─── RECORDED DATA

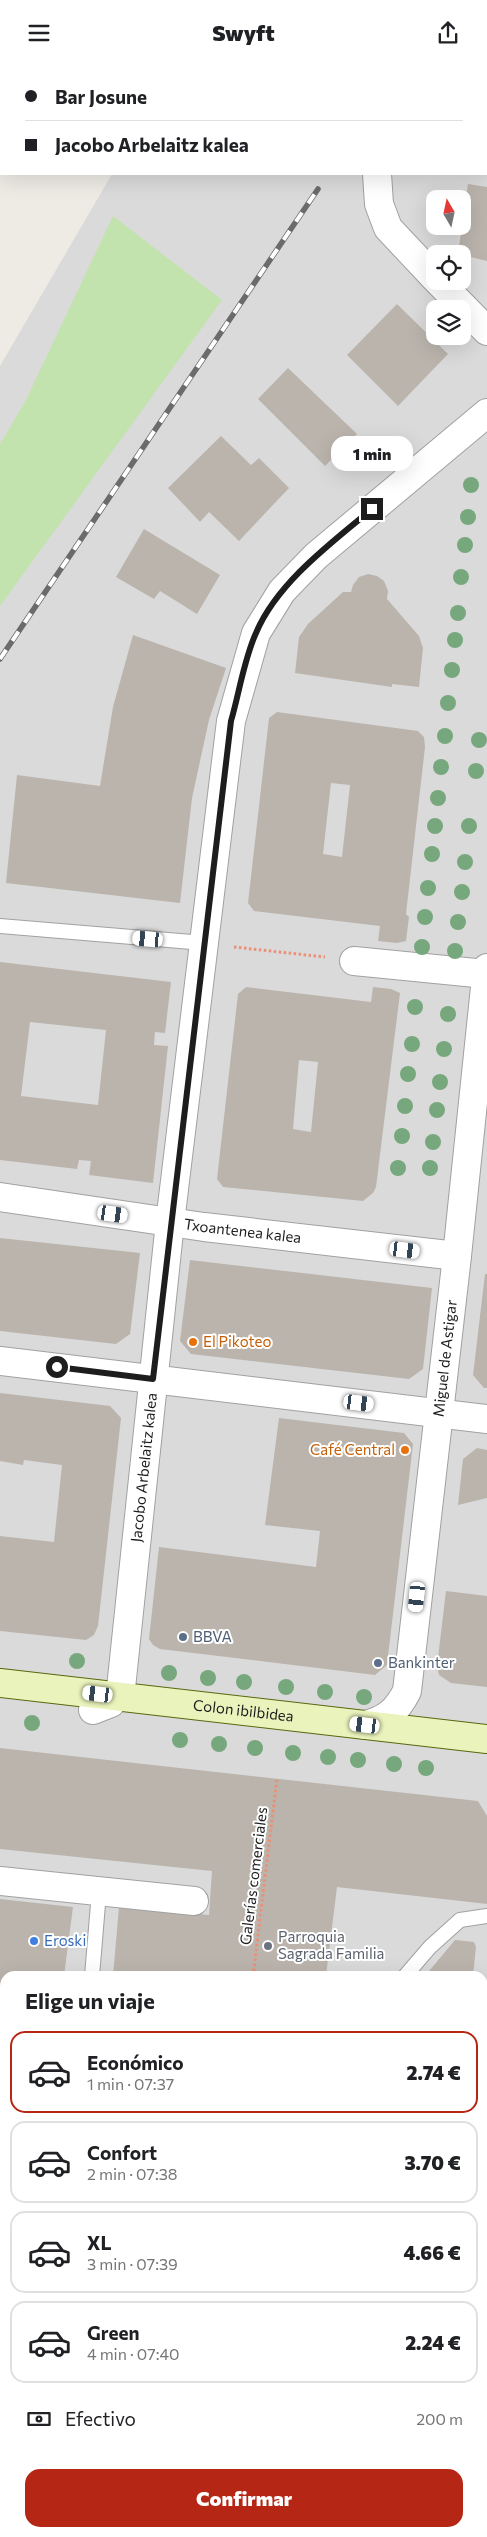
<!DOCTYPE html>
<html lang="es">
<meta charset="utf-8">
<style>
:root{--surface:#fff;--page:#f2f2f2;--text:#202124;--muted:#757577;--line:#e0e0e0;--accent:#b62614}
body{margin:0;font-family:Commissioner,sans-serif;background:var(--page);color:var(--text);height:100vh;display:flex;flex-direction:column;font-size:19px;white-space:nowrap}
*{box-sizing:border-box;margin:0}
p{font-size:16px;color:var(--muted)}
.icon{flex:none;width:28px;height:28px;fill:none;stroke:currentColor;stroke-width:2;stroke-linecap:round;stroke-linejoin:round}
.map{position:relative;flex:1;overflow:hidden}
.sheet{position:absolute;left:0px;top:1906px;width:488px;height:566px;display:flex;flex-direction:column;background:var(--surface);border-radius:15px 15px 0 0;box-shadow:0 5px 20px #0002}
.sheet>*{flex:none}
.guide{position:absolute;left:0px;top:0px;width:488px;height:110px;box-shadow:0 5px 20px #0002;display:grid;align-content:center;height:110px;padding:0 25px;background:var(--surface)}
.needle{width:32px;rotate:351deg}
.tools{position:absolute;left:426px;top:125px;display:grid;gap:10px}
.tools a{display:grid;place-items:center;width:45px;height:45px;border-radius:10px;background:var(--surface);box-shadow:0 5px 20px #0002;font-size:25px}
.end{position:absolute;width:22px;height:22px;margin:-11px;border:6px solid #1d1d1d;background:#fff;box-shadow:0 0 0 2px #fff}
.from{border-radius:50%}
.bubble{position:absolute;height:35px;border-radius:15px;background:var(--surface);box-shadow:0 5px 20px #0002;font-size:16px;font-weight:800;line-height:35px;text-align:center}
.car{position:absolute;width:15px;height:30px;margin:-15px -8px;border-radius:6px;box-shadow:0 0 4px 1px #0007;background:linear-gradient(#fff 24%,#345 0 40%,#fff 0 76%,#345 0 86%,#fff 0)}
.guide b{display:flex;align-items:center;gap:18px;height:48px;font-size:19px}
.guide b+b{border-top:1px solid var(--line)}
.guide i{width:12px;height:12px;background:var(--text)}
ul{padding:0;list-style:none}
li{display:flex;align-items:center;gap:15px;height:82px;margin:0 10px 8px;padding:0 15px;border:2px solid var(--line);border-radius:15px}
li div{flex:1}
li b{display:block;font-size:19px}
li em{font-style:normal;font-weight:800}
li.on{border-color:var(--accent)}
li>.icon{width:45px;height:45px;stroke-width:1.5}
h2{padding:0 25px;font-size:22px;line-height:60px}
.pay{display:flex;align-items:center;gap:12px;height:55px;padding:0 25px;font-size:19px}
.pay p{margin-inline-start:auto}
.action{display:flex;gap:10px;margin-top:auto;padding:10px 25px}
.action a{flex:1;height:58px;border-radius:15px;background:var(--accent);color:#fff;font-size:20px;font-weight:800;line-height:58px;text-align:center}
header{display:flex;justify-content:space-between;align-items:center;height:65px;padding:0 25px;background:var(--surface);font-size:22px;font-weight:800}
.map>svg:first-child{display:block}
</style>
<header><svg class="icon" aria-label="menu" viewBox="0 0 24 24"><path d="M4 6h16M4 12h16M4 18h16"/></svg>Swyft<svg class="icon" aria-label="share" viewBox="0 0 24 24"><path d="M12 15V3M7 8l5-5 5 5M5 13v7h14v-7"/></svg></header>
<div class="map">
<svg width="487" height="2472" viewBox="0 0 487 2472">
<rect width="100%" height="100%" fill="#edebe4"/>
<path fill="#dbdada" fill-rule="evenodd" d="M 175,0 L 487,0 L 487,2472 L 0,2472 L 0,301 L 112,109 L 486,109 L 486,1 ZM 435,134 L 462,134 L 462,161 L 435,161 ZM 435,189 L 462,189 L 462,216 L 435,216 ZM 435,244 L 462,244 L 462,271 L 435,271 ZM 5,1911 L 482,1911 L 482,2468 L 5,2468 Z"/>
<polygon fill="#c2e3ae" points="113,151 222,235 0,541 0,379 25,337"/>
<g fill="#bab4ad" fill-rule="evenodd">
<polygon points="468,119 487,122 487,196 458,189"/>
<polygon points="397,239 448,289 398,341 347,290"/>
<polygon points="288,303 357,369 325,401 258,334"/>
<polygon points="221,371 251,400 259,393 289,423 239,476 209,447 200,457 168,423"/>
<polygon points="144,464 220,510 197,549 160,526 154,534 116,512"/>
<polygon points="368,509 377,511 384,516 388,526 387,534 419,571 423,583 419,622 392,619 392,622 295,608 299,572 308,559 343,527 351,527 353,520 359,512"/>
<polygon points="133,570 226,603 209,655 192,733 180,838 6,818 17,710 100,721 113,642"/>
<path d="M 277,647 L 418,666 L 424,672 L 425,682 L 406,849 L 409,852 L 406,876 L 397,878 L 378,876 L 380,861 L 254,846 L 248,838 L 269,653 ZM 331,718 L 350,720 L 342,792 L 323,789 Z"/>
<path d="M 0,897 L 171,917 L 165,968 L 155,967 L 154,980 L 168,981 L 153,1118 L 89,1110 L 91,1096 L 79,1095 L 77,1104 L 0,1095 ZM 30,957 L 106,965 L 98,1040 L 21,1031 Z"/>
<path d="M 246,922 L 371,937 L 373,922 L 391,924 L 400,928 L 376,1122 L 373,1128 L 363,1136 L 223,1122 L 217,1114 L 238,929 ZM 299,995 L 318,997 L 311,1067 L 293,1064 Z"/>
<polygon points="0,1173 140,1188 130,1269 116,1279 0,1266"/>
<polygon points="190,1195 432,1223 423,1304 409,1314 191,1289 180,1276"/>
<polygon points="485,1209 487,1209 487,1323 484,1323 473,1310"/>
<polygon points="0,1328 110,1341 121,1353 98,1561 94,1570 86,1575 0,1566 0,1471 54,1477 62,1400 24,1395 23,1400 0,1396"/>
<polygon points="279,1353 404,1368 413,1379 387,1600 375,1610 160,1584 153,1580 149,1574 159,1482 316,1502 320,1466 265,1460"/>
<polygon points="477,1383 487,1385 487,1433 458,1440 463,1394"/>
<polygon points="446,1526 487,1531 487,1622 451,1618 439,1610 437,1601"/>
<polygon points="0,1683 478,1736 487,1751 487,1839 337,1822 326,1911 113,1911 119,1842 209,1850 212,1806 0,1784"/>
<polygon points="0,1834 73,1842 64,1911 5,1911 5,2075 0,2075"/>
<polygon points="455,1875 474,1877 476,1882 473,1911 425,1911"/>
<polygon points="0,2125 5,2125 5,2468 47,2468 46,2472 0,2472"/>
<polygon points="105,2468 188,2468 187,2472 104,2472"/>
<rect x="318" y="2468" width="95" height="4"/>
</g>
<g fill="none" stroke-linecap="round" stroke-linejoin="round">
<g stroke="#a1a1a1" stroke-width="16">
<g id="service">
<polyline points="0,861 204,878"/>
<polyline points="92,1911 99,1827"/>
<polyline points="405,1911 430,1882 460,1855 487,1851"/>
</g>
</g>
<g stroke="#a1a1a1" stroke-width="30">
<g id="minor">
<polyline points="377,109 379,139 388,163 435,213"/>
<polyline points="438,216 487,266"/>
<polyline points="354,896 486,909"/>
<path id="s1" d="M 0,1132 L 204,1162 L 457,1191"/>
<polyline points="0,1296 487,1354"/>
<path id="s2" d="M 93,1645 L 111,1638 L 121,1623 L 170,1157 L 231,656 L 256,568 L 282,526 L 316,491 L 487,348"/>
<path id="s3" d="M 365,1660 C 386,1655 397,1646 407,1626 L 457,1191 L 487,903"/>
<polyline points="0,1816 194,1836"/>
<polyline points="0,2083 5,2083"/>
<polyline points="71,2472 71,2468"/>
</g>
</g>
<g stroke="#55680f" stroke-width="30">
<g id="secondary">
<path id="s4" d="M 0,1618 L 487,1674"/>
<polyline points="482,2180 487,2135"/>
<polyline points="482,2431 487,2389"/>
<polyline points="451,2472 452,2468"/>
<polyline points="478,2472 479,2468"/>
</g>
</g>
<g stroke="#eb9076" stroke-width="3" stroke-dasharray="2.5 2.5" stroke-linecap="butt">
<polyline points="234,882 325,892"/>
<polyline points="253,1911 277,1714"/>
</g>
<use href="#service" stroke="#fff" stroke-width="14"/>
<use href="#minor" stroke="#fff" stroke-width="28"/>
<use href="#secondary" stroke="#eaf3bc" stroke-width="28"/>
<g stroke="#6b6b6b" stroke-width="5.5">
<g id="rail">
<polyline points="10,1 11,0"/>
<polyline points="0,18 1,16"/>
<polyline points="0,594 318,124"/>
</g>
</g>
<use href="#rail" stroke="#fff" stroke-width="4" stroke-dasharray="11" stroke-linecap="butt"/>
</g>
<g fill="#77a77d">
<circle cx="471" cy="420" r="8"/>
<circle cx="468" cy="452" r="8"/>
<circle cx="465" cy="480" r="8"/>
<circle cx="461" cy="512" r="8"/>
<circle cx="458" cy="548" r="8"/>
<circle cx="455" cy="575" r="8"/>
<circle cx="452" cy="605" r="8"/>
<circle cx="448" cy="638" r="8"/>
<circle cx="445" cy="671" r="8"/>
<circle cx="479" cy="675" r="8"/>
<circle cx="441" cy="702" r="8"/>
<circle cx="476" cy="706" r="8"/>
<circle cx="438" cy="733" r="8"/>
<circle cx="435" cy="761" r="8"/>
<circle cx="469" cy="761" r="8"/>
<circle cx="432" cy="789" r="8"/>
<circle cx="465" cy="797" r="8"/>
<circle cx="428" cy="823" r="8"/>
<circle cx="462" cy="827" r="8"/>
<circle cx="425" cy="852" r="8"/>
<circle cx="458" cy="857" r="8"/>
<circle cx="422" cy="882" r="8"/>
<circle cx="455" cy="886" r="8"/>
<circle cx="415" cy="942" r="8"/>
<circle cx="448" cy="949" r="8"/>
<circle cx="412" cy="979" r="8"/>
<circle cx="444" cy="984" r="8"/>
<circle cx="408" cy="1009" r="8"/>
<circle cx="440" cy="1017" r="8"/>
<circle cx="405" cy="1041" r="8"/>
<circle cx="437" cy="1045" r="8"/>
<circle cx="402" cy="1071" r="8"/>
<circle cx="433" cy="1077" r="8"/>
<circle cx="398" cy="1103" r="8"/>
<circle cx="430" cy="1103" r="8"/>
<circle cx="77" cy="1596" r="8"/>
<circle cx="169" cy="1608" r="8"/>
<circle cx="208" cy="1613" r="8"/>
<circle cx="244" cy="1617" r="8"/>
<circle cx="286" cy="1622" r="8"/>
<circle cx="325" cy="1627" r="8"/>
<circle cx="364" cy="1632" r="8"/>
<circle cx="32" cy="1658" r="8"/>
<circle cx="180" cy="1675" r="8"/>
<circle cx="219" cy="1679" r="8"/>
<circle cx="255" cy="1683" r="8"/>
<circle cx="293" cy="1688" r="8"/>
<circle cx="328" cy="1692" r="8"/>
<circle cx="358" cy="1695" r="8"/>
<circle cx="394" cy="1699" r="8"/>
<circle cx="426" cy="1703" r="8"/>
</g>
<g fill="none" stroke-linecap="round" stroke-linejoin="round">
<path stroke="#1d1d1d" stroke-width="6" d="M 57,1302 L 153,1314 L 231,656 C 239,629 244,594 256,568 C 277,518 331,478 372,444"/>
</g>
<g fill="#e8710a" stroke="#fff" stroke-width="2">
<circle cx="193" cy="1277" r="5"/>
<circle cx="405" cy="1385" r="5"/>
</g>
<g fill="#5c6f8a" stroke="#fff" stroke-width="2">
<circle cx="183" cy="1572" r="5"/>
<circle cx="378" cy="1598" r="5"/>
</g>
<circle fill="#3f7fe0" stroke="#fff" stroke-width="2" cx="34" cy="1876" r="5"/>
<circle fill="#6b7280" stroke="#fff" stroke-width="2" cx="268" cy="1881" r="5"/>
<g text-anchor="middle" stroke-width="4" stroke-linejoin="round" paint-order="stroke">
<g font-size="15" fill="#1d1d1d" stroke="#fff">
<text dy="5" stroke="none"><textPath href="#s1" startOffset="245">Txoantenea kalea</textPath></text>
<text dy="5" stroke="none"><textPath href="#s3" startOffset="391">Miguel de Astigar</textPath></text>
<text dy="5" stroke="none"><textPath href="#s2" startOffset="259">Jacobo Arbelaitz kalea</textPath></text>
<text dy="5" stroke="none"><textPath href="#s4" startOffset="245">Colon ibilbidea</textPath></text>
<text transform="translate(254 1811) rotate(-83)" y="5">Galerías comerciales</text>
</g>
<g font-size="15" fill="#c56008" stroke="#fff" text-anchor="start">
<text x="203" y="1282">El Pikoteo</text>
<text x="395" y="1390" text-anchor="end">Café Central</text>
</g>
<g font-size="15" fill="#4e5e75" stroke="#fff" text-anchor="start">
<text x="193" y="1577">BBVA</text>
<text x="388" y="1603">Bankinter</text>
</g>
<g font-size="15" fill="#5b616d" stroke="#fff" text-anchor="start">
<text x="278" y="1877">Parroquia<tspan x="278" dy="17">Sagrada Familia</tspan></text>
</g>
<g font-size="15" fill="#366cbe" stroke="#fff" text-anchor="start">
<text x="44" y="1881">Eroski</text>
</g>
</g>
</svg>
<div class="tools">
<a><svg class="needle" viewBox="-14 -14 28 28"><path d="M0-13l5 13h-10z" fill="#e53935"/><path d="M0 13l5-13h-10z" fill="#757577"/></svg></a>
<a><svg class="icon" aria-label="locate" viewBox="0 0 24 24"><circle cx="12" cy="12" r="6"/><path d="M12 2v4M12 18v4M2 12h4M18 12h4"/></svg></a>
<a><svg class="icon" aria-label="layers" viewBox="0 0 24 24"><path d="M12 4l9 5-9 5-9-5zM3 14l9 5 9-5"/></svg></a>
</div>
<i class="end from" style="left:57px;top:1302px"></i>
<i class="end" style="left:372px;top:444px"></i>
<div class="bubble" style="left:331px;top:371px;width:82px">1 min</div>
<i class="car" style="left:148px;top:874px;rotate:275deg"></i>
<i class="car" style="left:113px;top:1149px;rotate:98deg"></i>
<i class="car" style="left:405px;top:1185px;rotate:97deg"></i>
<i class="car" style="left:359px;top:1338px;rotate:97deg"></i>
<i class="car" style="left:417px;top:1532px;rotate:186deg"></i>
<i class="car" style="left:98px;top:1629px;rotate:277deg"></i>
<i class="car" style="left:365px;top:1660px;rotate:277deg"></i>
<div class="guide">
<b><i class="from"></i>Bar Josune</b>
<b><i></i>Jacobo Arbelaitz kalea</b>
</div>
<section class="sheet">
<h2>Elige un viaje</h2>
<ul>
<li class="on"><svg class="icon" aria-label="car" viewBox="0 0 24 24"><path d="M5 17H2v-5l4-1 3-4h7l3 4 3 1v5h-3M9 17h6M6 11h13"/><circle cx="7" cy="17" r="2"/><circle cx="17" cy="17" r="2"/></svg><div><b>Económico</b><p>1 min · 07:37</p></div><em>2.74 €</em></li>
<li><svg class="icon" aria-label="car" viewBox="0 0 24 24"><path d="M5 17H2v-5l4-1 3-4h7l3 4 3 1v5h-3M9 17h6M6 11h13"/><circle cx="7" cy="17" r="2"/><circle cx="17" cy="17" r="2"/></svg><div><b>Confort</b><p>2 min · 07:38</p></div><em>3.70 €</em></li>
<li><svg class="icon" aria-label="car" viewBox="0 0 24 24"><path d="M5 17H2v-5l4-1 3-4h7l3 4 3 1v5h-3M9 17h6M6 11h13"/><circle cx="7" cy="17" r="2"/><circle cx="17" cy="17" r="2"/></svg><div><b>XL</b><p>3 min · 07:39</p></div><em>4.66 €</em></li>
<li><svg class="icon" aria-label="car" viewBox="0 0 24 24"><path d="M5 17H2v-5l4-1 3-4h7l3 4 3 1v5h-3M9 17h6M6 11h13"/><circle cx="7" cy="17" r="2"/><circle cx="17" cy="17" r="2"/></svg><div><b>Green</b><p>4 min · 07:40</p></div><em>2.24 €</em></li>
</ul>
<div class="pay"><svg class="icon" aria-label="cash" viewBox="0 0 24 24"><path d="M3 7h18v10H3z"/><circle cx="12" cy="12" r="2"/></svg>Efectivo<p>200 m</p></div>
<div class="action"><a>Confirmar</a></div>
</section>
</div>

──────

WHAT TO DO
From the listing above, copy out each line where the word "shadow" appears.

YOUR SOLUTION
.sheet{position:absolute;left:0px;top:1906px;width:488px;height:566px;display:flex;flex-direction:column;background:var(--surface);border-radius:15px 15px 0 0;box-shadow:0 5px 20px #0002}
.guide{position:absolute;left:0px;top:0px;width:488px;height:110px;box-shadow:0 5px 20px #0002;display:grid;align-content:center;height:110px;padding:0 25px;background:var(--surface)}
.tools a{display:grid;place-items:center;width:45px;height:45px;border-radius:10px;background:var(--surface);box-shadow:0 5px 20px #0002;font-size:25px}
.end{position:absolute;width:22px;height:22px;margin:-11px;border:6px solid #1d1d1d;background:#fff;box-shadow:0 0 0 2px #fff}
.bubble{position:absolute;height:35px;border-radius:15px;background:var(--surface);box-shadow:0 5px 20px #0002;font-size:16px;font-weight:800;line-height:35px;text-align:center}
.car{position:absolute;width:15px;height:30px;margin:-15px -8px;border-radius:6px;box-shadow:0 0 4px 1px #0007;background:linear-gradient(#fff 24%,#345 0 40%,#fff 0 76%,#345 0 86%,#fff 0)}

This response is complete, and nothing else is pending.